Günümüzde dünya üzerindeki bütün toplumlarda ciddi bir eski eser koruma bilincinin geliştiği görülüyor. Tarihten günümüze kadar gelişen bu bilinçle birlikte korumaya yönelik çeşitli yöntemlerin uygulandığı da söylenebilir. Kimi zaman bir prestij göstergesi, kimi zamansa siyasi arenada kazanılmaya çalışılan bir yarışın bitiş çizgisi gibi görülen bu durum hala ülkelerin en önemli meselelerinden bir tanesidir.
Koruma Faaliyetlerinde Müzelerin Rolü

Şüphesiz ki tarihî eser denildiğinde akıllara ilk gelen kavram müzecilik olacaktır. Müzecilik olgusuna dair ilk örnekler yüzlerce yıl öncesine kadar gitmektedir. İlk örneklerin, Antik Çağ’da Atina Akropolü’nde kurulan Pinakotheka ve MÖ 4. yüzyılda İskenderiye’de kurulan müze olduğu söylenebilir. Elbette bu örnekler modern anlamda bir müzecilik anlayışının örnekleri olarak nitelendirilemez. Rönesans’tan itibaren eski eserler üzerinde artan ilgi ve uygulamalar, modern müzecilik anlayışının temellerini oluşturmaktadır.
Müzeler, tarih boyunca prestijin birer göstergesi olmuşlardır ve bu nedenle onlara atfedilen önem fazladır. Birçok burjuvanın ve devletin finanse ettiği kazı çalışmalarının meyvelerini, müzecilik üzerinden görmek mümkündür. Halka yönelik birer teşhir mekanı olan müzeler, aynı zamanda bir ülkenin millî bilincinin ve vizyonunun ortaya konulduğu yerlerdir. Dünya üzerinde tarih boyunca sürdürülen tahakküm ve egemenlik savaşlarının belki de en önemli örneklerini müzecilik olgusu üzerinden gözlemlemek mümkündür. Tüm devletler, tarih bilincini kullanarak kültürel bir savaşın galibi olmak için canlarını dişlerine takıp bünyesindeki eserlerini koruyor; hatta korumakla kalmıyor, müzeler üzerinden güçlerini tüm dünyaya empoze etmeye gayret ediyorlar.

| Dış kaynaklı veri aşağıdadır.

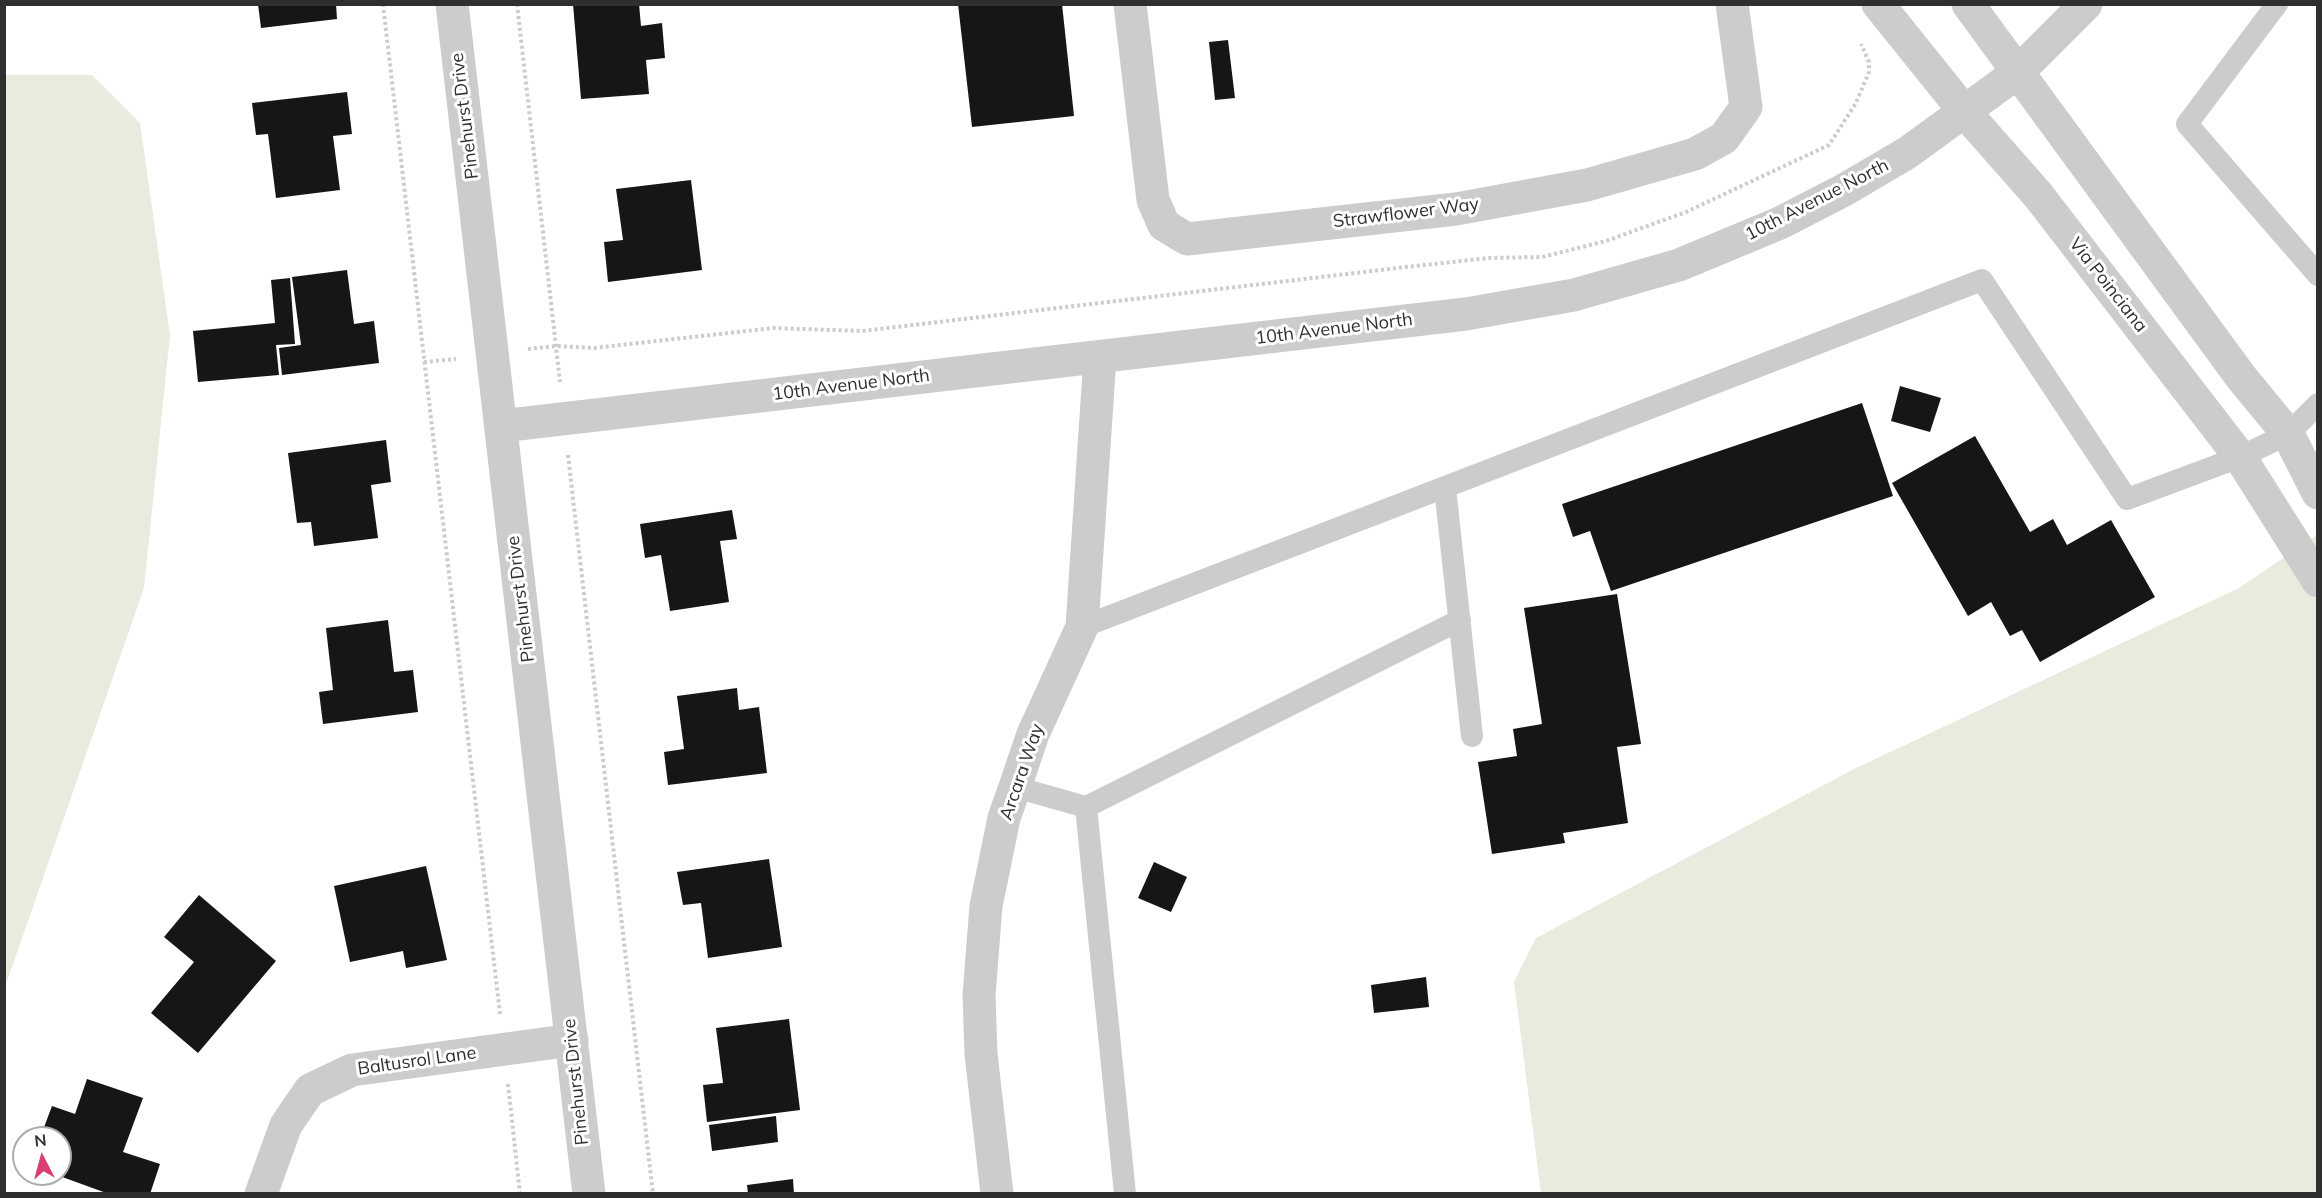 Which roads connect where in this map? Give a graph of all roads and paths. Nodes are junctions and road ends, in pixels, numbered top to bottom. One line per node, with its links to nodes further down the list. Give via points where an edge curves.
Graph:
1 (383, 4): 28 (path)
2 (452, 4): 16 (street, Pinehurst Drive)
3 (517, 4): 15 (path)
4 (1130, 4): 5 (street, Strawflower Way, via 1153,201 1164,225 1187,238 1456,209 1587,185 1695,154 1724,138 1746,107)
5 (1732, 4)
6 (1878, 4): 11 (street, Via Poinciana)
7 (1968, 4): 10 (street)
8 (2086, 4): 10 (street, 10th Avenue North)
9 (2277, 4): 12 (lane, via 2187,124)
10 (2017, 73): 11 (street, 10th Avenue North); 17 (street, via 2241,377)
11 (1964, 111): 13 (street, 10th Avenue North, via 1907,153 1780,223 1678,265 1574,295 1466,314); 18 (street, Via Poinciana, via 2038,195)
12 (2318, 275)
13 (1100, 357): 15 (street, 10th Avenue North); 23 (street, Arcara Way)
14 (2318, 404): 17 (lane)
15 (564, 418): 16 (street, 10th Avenue North); 32 (path)
16 (501, 426): 27 (street, Pinehurst Drive)
17 (2288, 434): 18 (lane); 20 (street)
18 (2240, 457): 19 (lane, via 2127,499 1983,280); 21 (street, Via Poinciana)
19 (1445, 488): 22 (lane); 23 (lane)
20 (2318, 492)
21 (2318, 581)
22 (1460, 620): 24 (lane); 26 (lane)
23 (1082, 627): 25 (street, Arcara Way, via 1033,734)
24 (1472, 736)
25 (1015, 787): 26 (lane); 33 (street, Arcara Way, via 1004,818 986,906 979,995 981,1054)
26 (1086, 807): 34 (lane)
27 (572, 1040): 28 (street, Baltusrol Lane); 31 (street, Pinehurst Drive)
28 (504, 1049): 29 (street, Baltusrol Lane, via 352,1070 310,1090 286,1125); 30 (path)
29 (261, 1194)
30 (520, 1194)
31 (589, 1194)
32 (653, 1194)
33 (997, 1194)
34 (1125, 1194)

Türk Kültüründe Eski Eser Bilincinin Gelişimi

18. yüzyıldan itibaren tüm dünyada gelişim gösteren ve bir disiplin olarak bilim dünyasının içerisinde kendisine yer edinen arkeoloji, eski eser bilincinin gelişime doğrudan katkı sağlamıştır. Bu dönem içerisinde özellikle Osmanlı Devleti’nin konumu ve bünyesinde barındırdığı zengin kültürel birikim Batı’nın yoğun ölçüde ilgisini çekmiştir. Maalesef 19. yüzyıl içerisinde Osmanlı toprakları üzerinde eser kaçırma hareketi büyük bir hız kazanmıştır. Özellikle; Alman, İngiliz, Fransız ve Avusturyalıların yoğun faaliyetleri, topraklar üzerinde büyük bir eser kaçırma hareketinin temelini oluşturmaktadır. Ayrıca yine 19. yüzyıl içerisinde Osmanlı toprakları üzerinde gerçekleştirilen arkeolojik kazıların yabancı uzmanların elinde bulunması, kaçakçılık faaliyetlerinin oluşmasına zemin hazırlamıştır.

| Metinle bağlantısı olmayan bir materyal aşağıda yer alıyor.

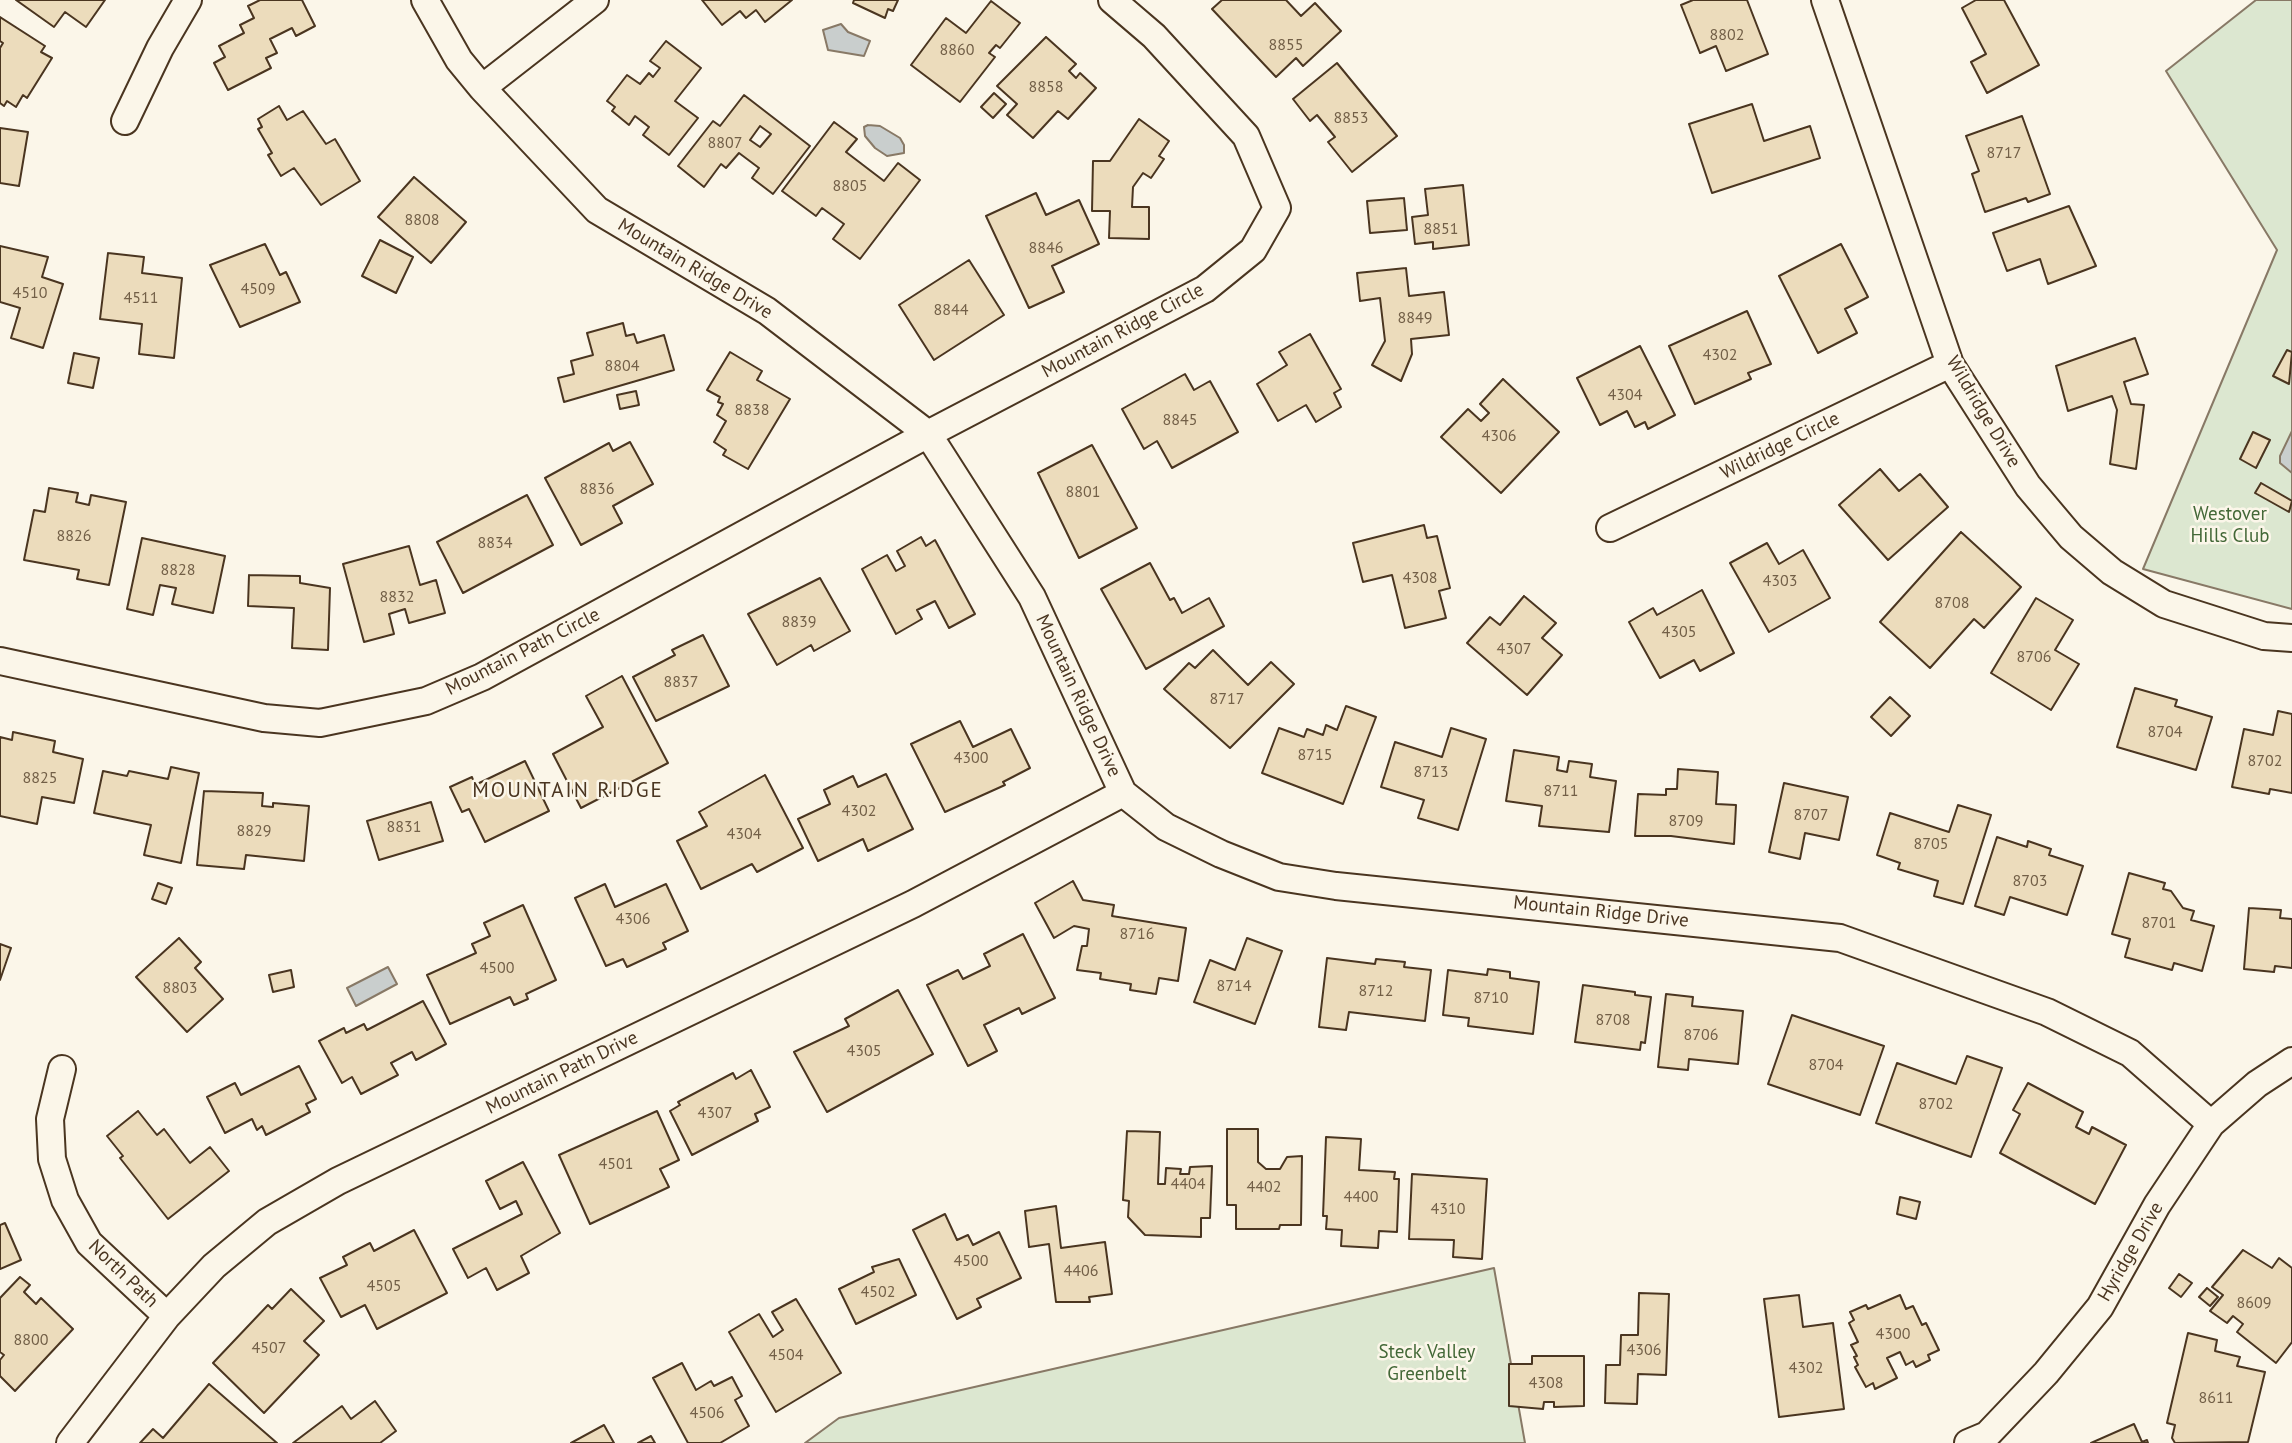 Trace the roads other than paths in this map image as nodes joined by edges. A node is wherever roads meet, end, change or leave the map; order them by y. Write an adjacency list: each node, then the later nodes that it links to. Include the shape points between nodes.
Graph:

19. yüzyılın ikinci yarısında Osmanlı Devleti’nde çeşitli düzenlemeler yapılmaya çalışılsa da Batı’ya olan bağlılık bu çalışmalarının önünü kesmiştir. Bu dönemde Osmanlı’nın ne yazık ki tarihi bilinci ve eski eser olgusu üzerindeki çalışmaları yok denecek kadar azdır. Bu bilincin azlığı kaçakçılık faaliyetlerini körüklemiştir. Arkeolojinin topraklar üzerindeki gelişimine kıyasla müzeciliğin gelişiminin daha yavaş olması, yabancı devletlerin zenginleşmesine olanak sağlamıştır.

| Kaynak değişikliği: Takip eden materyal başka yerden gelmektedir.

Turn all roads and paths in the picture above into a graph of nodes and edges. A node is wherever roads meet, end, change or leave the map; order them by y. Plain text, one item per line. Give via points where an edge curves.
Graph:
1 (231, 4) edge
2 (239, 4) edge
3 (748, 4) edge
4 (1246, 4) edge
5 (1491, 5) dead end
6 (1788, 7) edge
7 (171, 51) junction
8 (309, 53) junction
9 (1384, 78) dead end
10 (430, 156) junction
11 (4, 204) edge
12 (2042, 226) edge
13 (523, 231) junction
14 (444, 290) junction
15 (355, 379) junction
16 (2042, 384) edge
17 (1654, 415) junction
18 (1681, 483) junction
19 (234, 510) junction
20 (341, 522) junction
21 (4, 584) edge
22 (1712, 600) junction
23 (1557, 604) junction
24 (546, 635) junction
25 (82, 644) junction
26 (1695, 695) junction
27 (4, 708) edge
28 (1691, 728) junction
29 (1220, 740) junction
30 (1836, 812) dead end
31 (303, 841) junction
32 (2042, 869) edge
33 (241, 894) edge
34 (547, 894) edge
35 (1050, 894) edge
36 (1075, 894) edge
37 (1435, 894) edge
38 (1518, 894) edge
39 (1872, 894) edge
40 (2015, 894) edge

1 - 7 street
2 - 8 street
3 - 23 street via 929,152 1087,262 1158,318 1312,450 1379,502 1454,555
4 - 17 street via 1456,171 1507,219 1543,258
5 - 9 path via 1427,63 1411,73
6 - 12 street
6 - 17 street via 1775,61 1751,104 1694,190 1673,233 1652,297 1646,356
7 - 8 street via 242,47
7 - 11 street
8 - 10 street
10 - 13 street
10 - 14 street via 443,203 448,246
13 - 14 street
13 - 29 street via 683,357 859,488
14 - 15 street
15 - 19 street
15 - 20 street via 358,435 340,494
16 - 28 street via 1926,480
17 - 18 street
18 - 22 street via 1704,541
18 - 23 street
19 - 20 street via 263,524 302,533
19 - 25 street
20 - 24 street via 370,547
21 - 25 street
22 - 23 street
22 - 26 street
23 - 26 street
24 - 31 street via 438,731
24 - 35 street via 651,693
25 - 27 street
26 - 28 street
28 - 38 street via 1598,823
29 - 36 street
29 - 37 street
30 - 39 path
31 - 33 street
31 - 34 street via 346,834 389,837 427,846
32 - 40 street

Bu dönemde Avrupalılar, yapacakları kazılar için gereken fermanları alarak Anadolu’ya yayılım göstermiş ve birer birer değerli eserleri kendi ülkelerine kaçırmışlardır. Bu sürecin Osman Hamdi Bey (1842-1910) zamanına kadar sürdüğü söylenebilir. Osman Hamdi Bey’den sonra tarihî eser korumacılığı üzerine çeşitli düzenlemeler yapılarak, müzecilik adına önemli adımlar atılmaya başlanmıştır fakat bu döneme kadar Osmanlı’da büyük bir bilinçsizlik ve topraklarında büyük bir kaçakçılık durumu yaşanmıştır.
Tarihî eserler üzerinde yaşanan bu tutum değişikliği elbette Batı’nın zarar verici davranışlarının neticesinde ortaya çıkmıştır. II. Mahmut Dönemi’nde Avrupa’ya gönderilen öğrenciler, Batı’nın kültürel bilincini gördükleri için ülkeye döndüklerinde bu bilincin yansımalarını da beraberinde getirmişlerdir. Ayrıca Osmanlı’nın, kendi topraklarından kaçırılan eserlerin Batı tarafından ne kadar önemsendiğini görmesi de bu bilincin ateşlenmesine neden olmuştur.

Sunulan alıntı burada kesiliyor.